Minister for Agriculture Johnson Drigo has said the cocoa industry in Dominica has made a “come back” and the first phase of a new cocoa sweating and drying facility in Marigot is expected to be completed by the end of this month.
Drigo said at the second of a series of post budget meetings held at the Salybia Government School last night that the facility will process wet cocoa.
“A new cocoa sweating and drying facility is under construction in Marigot. It will process wet cocoa beans for local consumption and for export [and] the first phase estimated at $257,000 is to be completed by August 2015,” he said.
He noted that many farmers from across the island are returning to cocoa.
“Ladies and gentlemen cocoa has made a come back in Dominica,” he said. “A number of famers have returned to farming cocoa. Acreage that were abandoned and overgrown by the forest are being pruned, rehabilitated, and properly managed for increased production.”
He said a project dubbed the ‘Cocoa Expansion Project’ is coming on stream and will cost $1-million.
The Minister revealed that government is presently investing in a mist propagation system for the propagation of cocoa by cuttings at a soon to be rehabilitated hardening facility at Londonderry.

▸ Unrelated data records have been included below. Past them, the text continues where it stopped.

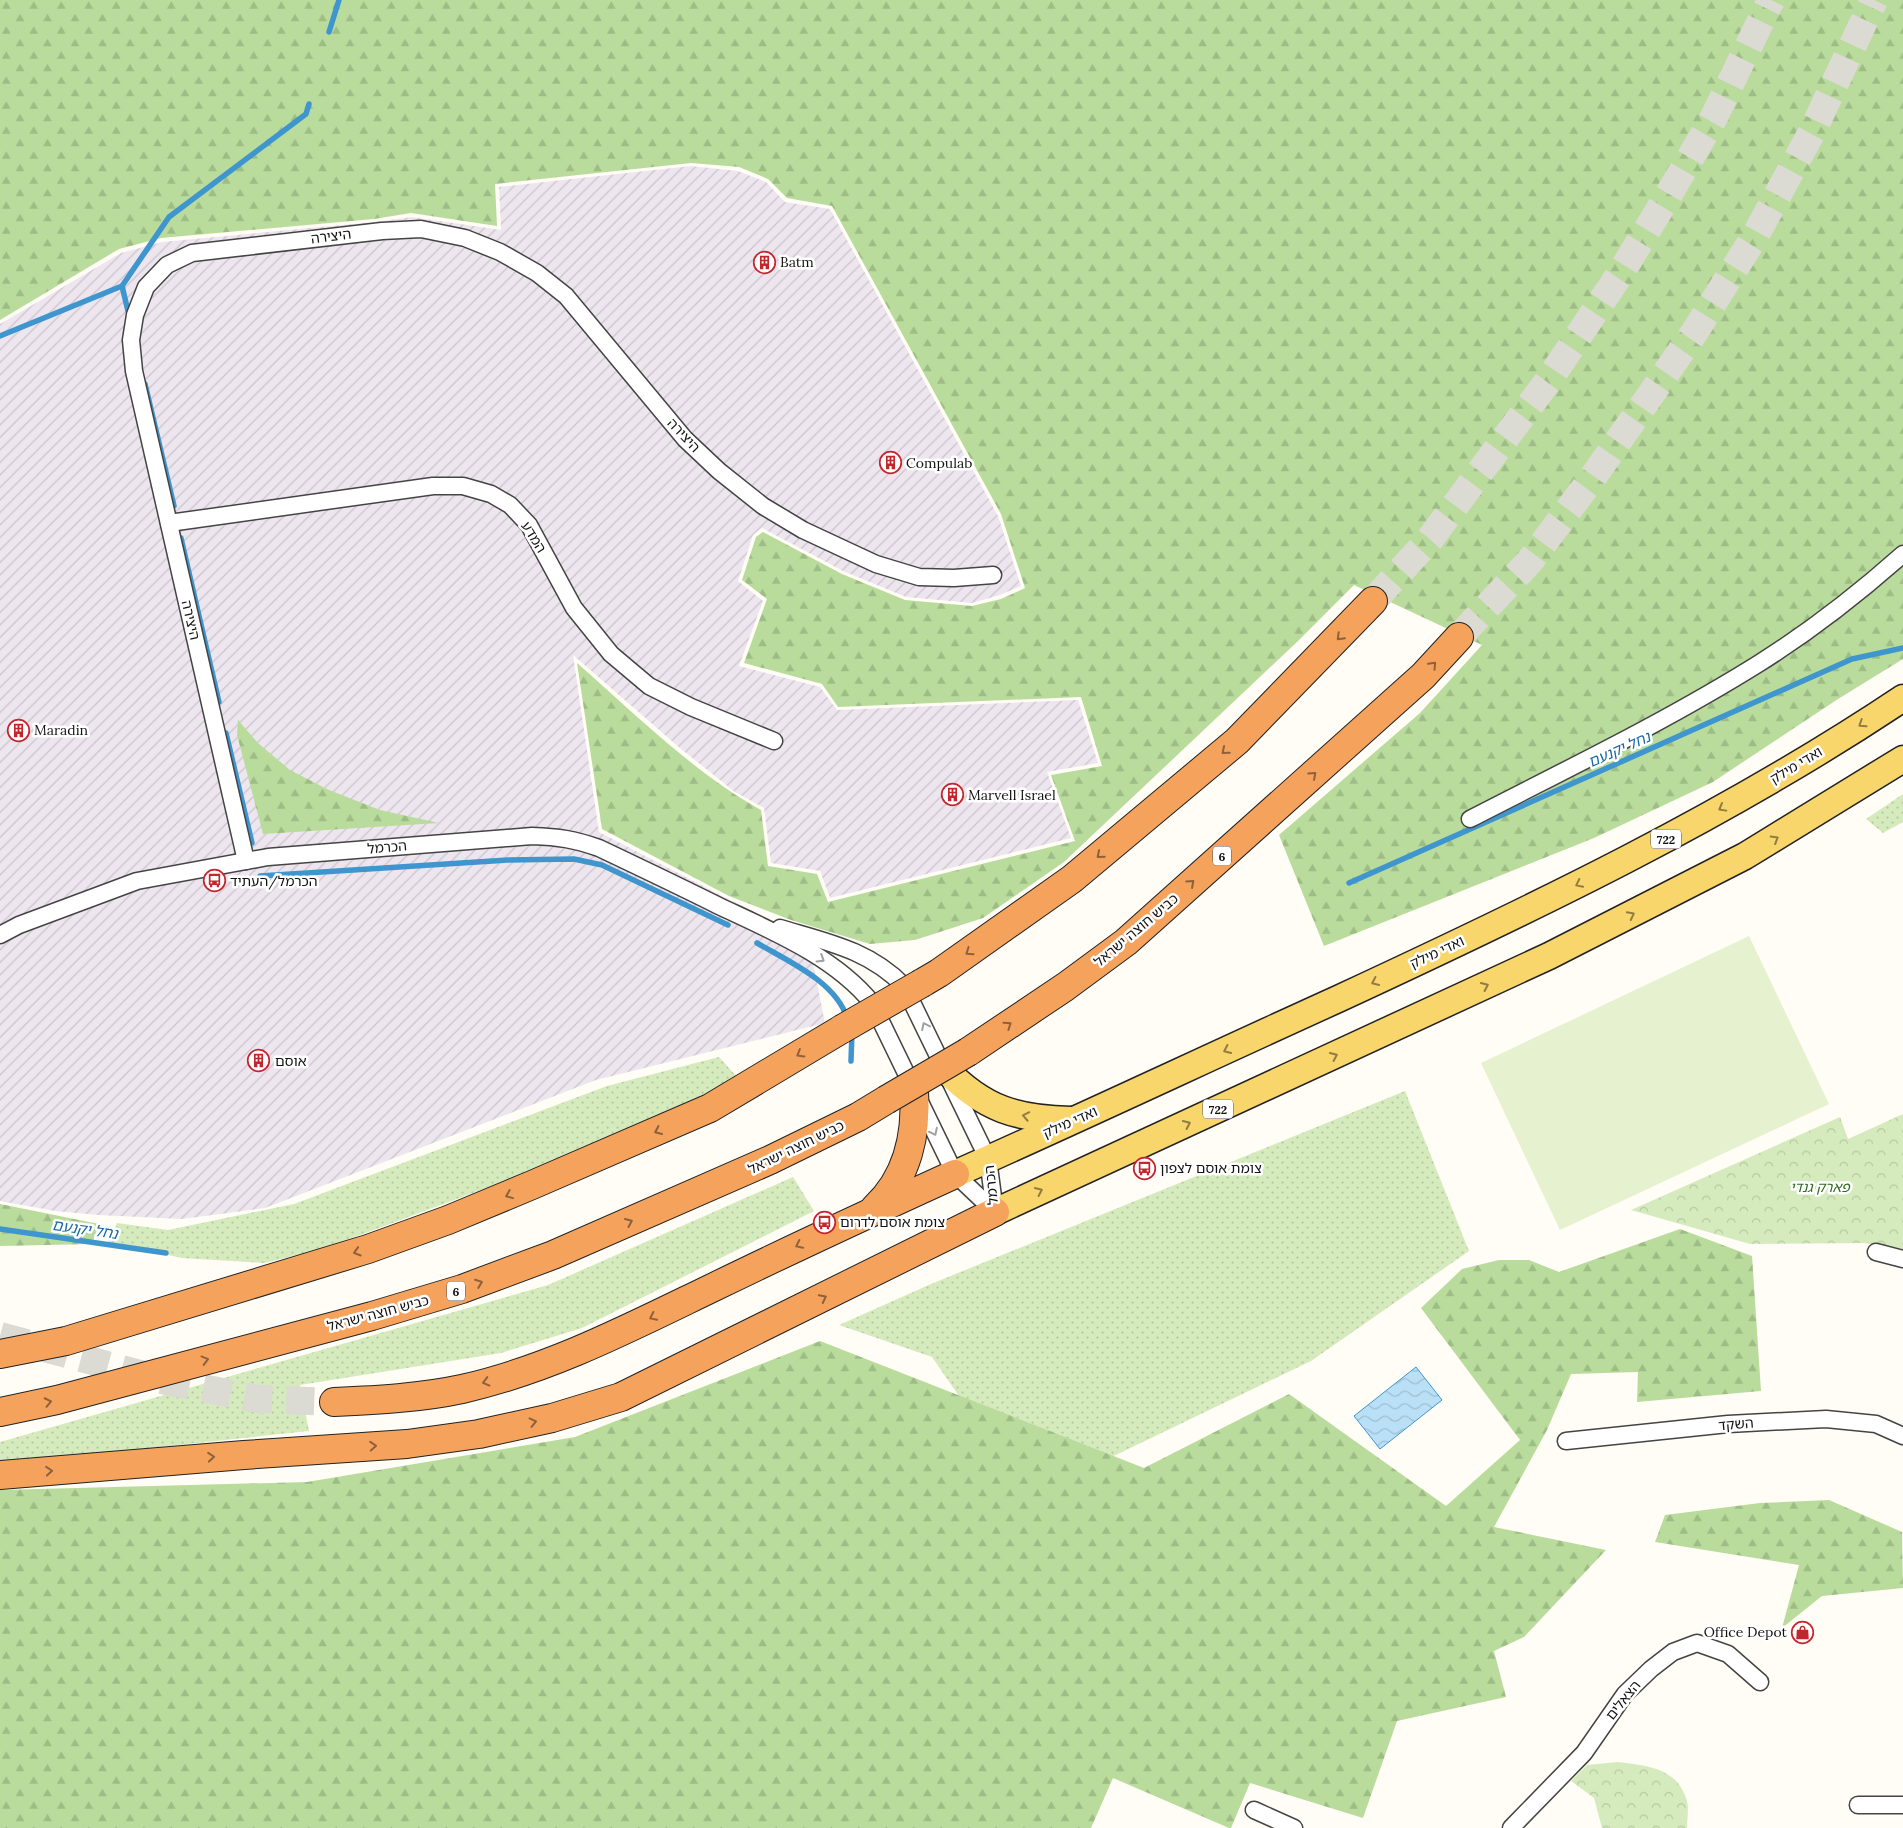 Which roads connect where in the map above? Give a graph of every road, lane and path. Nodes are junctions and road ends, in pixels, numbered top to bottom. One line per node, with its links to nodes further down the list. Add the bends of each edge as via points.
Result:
1 (169, 523): 3 (street, היצירה, via 134,372 132,340 136,315 146,287 167,265 192,253 421,228 465,238 500,252 536,272 566,296 685,439 719,471 787,521 876,564 919,577); 7 (street, המדע, via 432,486 463,486 491,494 510,505 529,525 574,608 611,654 649,686); 10 (street, היצירה)
2 (1903, 554): 9 (street, via 1813,626 1759,664 1673,714)
3 (993, 575)
4 (1373, 602): 24 (highway, one-way to 24, bridge, via 1237,741 1072,879 939,973 710,1108 448,1220 368,1249 66,1341)
5 (1459, 637): 26 (highway, כביש חוצה ישראל / 6, one-way to 5, bridge, via 57,1400 462,1289 553,1255 770,1160 858,1117 968,1052 1126,942 1423,676)
6 (1903, 698): 17 (main road, ואדי מילק / 722, one-way to 17, via 1789,771 1618,865 1446,949)
7 (774, 740)
8 (1903, 759): 21 (main road, 722, one-way to 8, via 1549,956 1745,856)
9 (1470, 819)
10 (246, 861): 11 (street, הכרמל, via 559,836 599,848); 13 (street, הכרמל, via 137,881)
11 (748, 919): 15 (street, הכרמל, one-way to 11, via 908,992 891,973 855,952); 16 (street, הכרמל, one-way to 16, via 823,960 862,991 872,1003)
12 (0, 923): 13 (street, הכרמל)
13 (19, 925): 14 (street, הכרמל)
14 (0, 934)
15 (946, 1070): 17 (main road, one-way to 15, via 1050,1120 1001,1110 979,1099); 18 (street, הכרמל)
16 (914, 1090): 19 (street, הכרמל, one-way to 19); 20 (highway, via 915,1124 902,1171 884,1200)
17 (1074, 1120): 18 (main road, ואדי מילק / 722)
18 (988, 1159): 19 (main road, ואדי מילק / 722); 21 (street, הכרמל)
19 (955, 1174): 20 (highway); 21 (street, הכרמל)
20 (872, 1212): 25 (highway, one-way to 25, via 630,1328 521,1373 462,1389 397,1399)
21 (995, 1212): 29 (highway, one-way to 21, via 407,1444 479,1434 552,1418 621,1397)
22 (1876, 1252): 23 (street)
23 (1903, 1259)
24 (0, 1354)
25 (334, 1402)
26 (0, 1412)
27 (1903, 1436): 28 (street, השקד, via 1876,1424 1826,1419 1728,1424)
28 (1566, 1441)
29 (0, 1475)
30 (1760, 1682): 35 (street, הצאלים, via 1728,1654 1697,1643 1673,1652 1625,1694 1584,1753)
31 (1903, 1805): 32 (street)
32 (1858, 1806)
33 (1254, 1810): 34 (street)
34 (1294, 1828)
35 (1511, 1828) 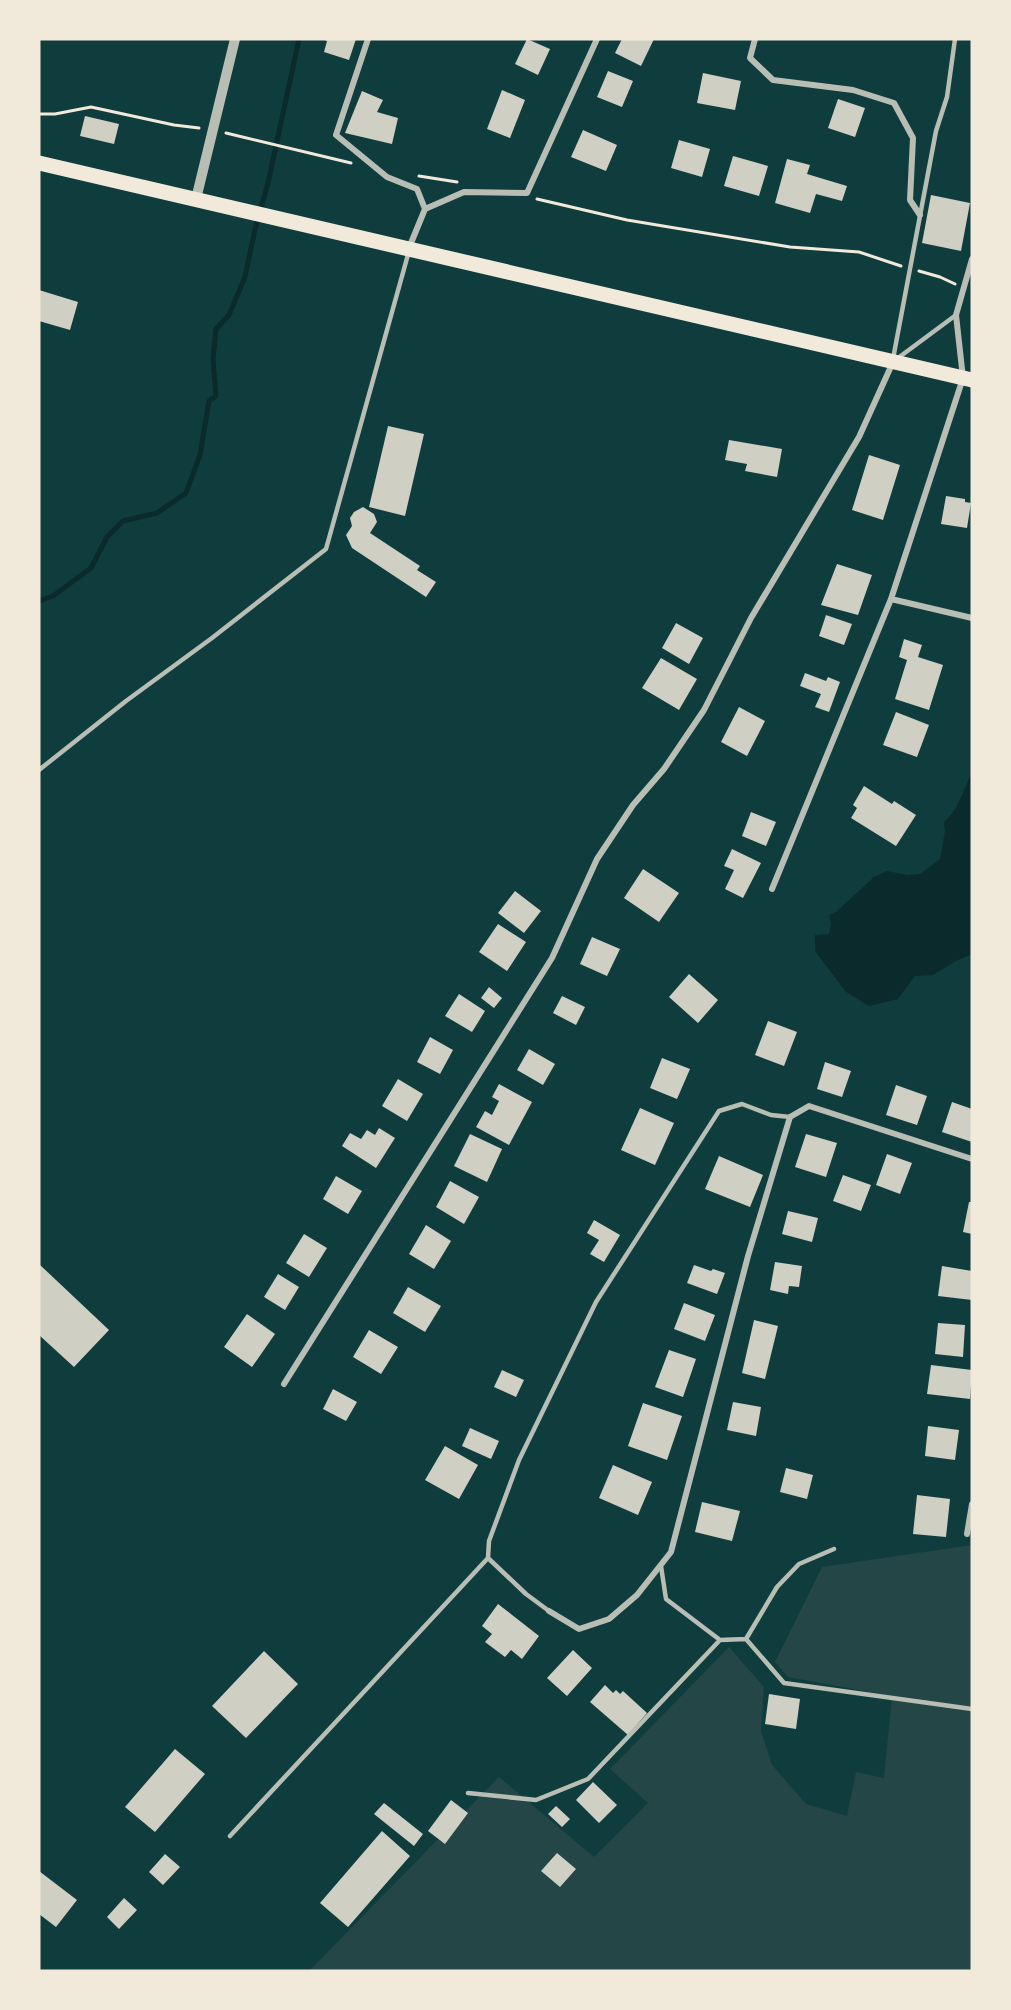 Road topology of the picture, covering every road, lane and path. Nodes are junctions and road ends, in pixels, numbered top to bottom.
1 (235, 39) edge
2 (368, 39) edge
3 (597, 39) edge
4 (755, 39) edge
5 (956, 39) edge
6 (39, 163) edge
7 (196, 199) junction
8 (425, 209) junction
9 (920, 214) junction
10 (409, 248) junction
11 (972, 259) edge
12 (956, 315) junction
13 (893, 362) junction
14 (968, 379) edge
15 (891, 599) junction
16 (972, 618) edge
17 (39, 770) edge
18 (771, 889) dead end
19 (790, 1117) junction
20 (972, 1159) edge
21 (284, 1384) dead end
22 (972, 1504) edge
23 (967, 1534) dead end
24 (834, 1549) dead end
25 (488, 1558) junction
26 (661, 1566) junction
27 (549, 1611) joint
28 (746, 1639) junction
29 (720, 1640) junction
30 (972, 1709) edge
31 (468, 1793) dead end
32 (230, 1836) dead end

1 - 7 street
2 - 8 street
3 - 8 street
4 - 9 street
5 - 9 lane
6 - 7 main road
7 - 10 main road
8 - 10 street
9 - 13 lane
10 - 13 main road
10 - 17 lane
11 - 12 street
12 - 13 lane
12 - 14 street
13 - 14 main road
13 - 21 street
14 - 15 street
15 - 16 street
15 - 18 street
19 - 20 street
19 - 25 lane
19 - 26 street
22 - 23 street
24 - 28 lane
25 - 27 lane
25 - 32 lane
26 - 27 street
26 - 29 lane
28 - 29 lane
28 - 30 lane
29 - 31 lane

“Work is presently ongoing in that regard,” he noted.
In March of this year, the Cocoa Rehabilitation Project which is funded by the Banana Accompanying Measures (BAM) for the purchase of pruning tools and other equipment required for good husbandry practices geared towards enhancing the industry was embarked upon.
The project aims to increase cocoa production on the island for both local consumption and export.
Recently Dominican, Gabriel Christian, announced that his chocolate brand, Chocolat de la Dominique, has partnered with a US firm to build a state of the art cocoa industry in Dominica.